In the above method, after the semiconductor wafer is exposed according to the exposure parameters, subsequent processes are performed on the semiconductor wafer. By exposing the exposure area of the semiconductor wafer according to the position information of the exposure area and the target exposure energy, various subsequent processes can be combined to improve the uniformity of the critical dimension of the wafer, thereby reducing the cost of materials.

In an optional embodiment of the present application, the semiconductor wafer is provided with alignment marks; subsequent processes include alignment measurement.

During specific implementation, alignment marks are provided on the semiconductor wafer. After exposing the exposure area of the semiconductor wafer according to the position information of the exposure area and the target exposure energy, the alignment measurement is performed according to the alignment marks to evaluate the current layer The alignment accuracy with the front layer, if the alignment accuracy is lower than the preset specification standard, rework is required on the current layer of the semiconductor wafer.

In an optional embodiment of the present application, the subsequent process further includes feature size measurement; after the alignment measurement, feature size measurement is also performed, and the measurement results of the feature size measurement process are stored in the database . Wherein, the measurement results are used to evaluate the manufacturing quality of the semiconductor device.

In an optional embodiment of the present application, according to the measurement results of the feature size measurement process, the abnormality of the latest first preset number of measurement results is monitored; If the result is abnormal, an abnormal alarm message will be issued.

In the above method, if the measurement results of the first preset number in a row are detected to be abnormal, an abnormal production alarm message is issued, which can effectively prevent large batches of semiconductor devices with large deviations, avoid production waste, and reduce material costs.

Based on the same inventive concept, an embodiment of the present application also provides a semiconductor exposure method, as shown in FIG. 5, which may include the following steps:

Step S501, providing a semiconductor wafer, and obtaining the surface flatness of the semiconductor wafer.

It can be understood that the surface flatness information of the semiconductor wafer may be the average flatness of the entire semiconductor wafer, or the surface flatness of the exposed area of the semiconductor wafer. The present application does not specifically limit the specific form of the surface flatness information of the semiconductor wafer.

Step S502, exposing the semiconductor wafer under preset exposure conditions to obtain characteristic patterns.

Step S503, measure the characteristic figure, and obtain the characteristic size of the characteristic figure.

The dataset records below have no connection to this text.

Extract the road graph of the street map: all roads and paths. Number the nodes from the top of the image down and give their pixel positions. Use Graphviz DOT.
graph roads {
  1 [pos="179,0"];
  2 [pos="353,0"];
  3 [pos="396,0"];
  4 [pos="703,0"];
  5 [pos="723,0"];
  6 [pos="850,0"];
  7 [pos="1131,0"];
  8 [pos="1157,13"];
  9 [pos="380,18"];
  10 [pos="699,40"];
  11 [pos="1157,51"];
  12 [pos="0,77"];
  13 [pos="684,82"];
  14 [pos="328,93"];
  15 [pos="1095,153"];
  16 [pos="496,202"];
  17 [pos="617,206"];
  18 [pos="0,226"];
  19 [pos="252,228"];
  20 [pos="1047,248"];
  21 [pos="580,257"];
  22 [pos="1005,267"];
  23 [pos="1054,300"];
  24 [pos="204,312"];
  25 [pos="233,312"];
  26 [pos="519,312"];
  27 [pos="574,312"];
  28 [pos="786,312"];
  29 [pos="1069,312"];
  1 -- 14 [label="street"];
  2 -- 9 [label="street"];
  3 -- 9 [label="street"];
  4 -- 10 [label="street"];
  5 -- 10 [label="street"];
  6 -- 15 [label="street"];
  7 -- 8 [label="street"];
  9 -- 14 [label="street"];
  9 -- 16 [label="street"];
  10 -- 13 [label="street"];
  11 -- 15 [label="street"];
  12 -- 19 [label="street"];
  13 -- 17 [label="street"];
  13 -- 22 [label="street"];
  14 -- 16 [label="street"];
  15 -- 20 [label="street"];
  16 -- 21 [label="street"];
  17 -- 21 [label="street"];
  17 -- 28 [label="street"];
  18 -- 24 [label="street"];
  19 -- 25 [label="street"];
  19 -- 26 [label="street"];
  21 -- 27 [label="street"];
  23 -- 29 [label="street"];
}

Step S504, judging whether the feature size meets the preset condition, when the feature size meets the preset condition, continue to expose the subsequent semiconductor wafer according to the preset exposure condition; when the feature size does not meet the preset condition, filter out the feature size from The characteristic pattern of the group, and find out the surface flatness corresponding to the characteristic pattern area, according to the surface flatness, correct the preset exposure condition of the characteristic pattern with outlier feature size, and follow the corrected preset exposure condition for the subsequent Semiconductor wafers are exposed.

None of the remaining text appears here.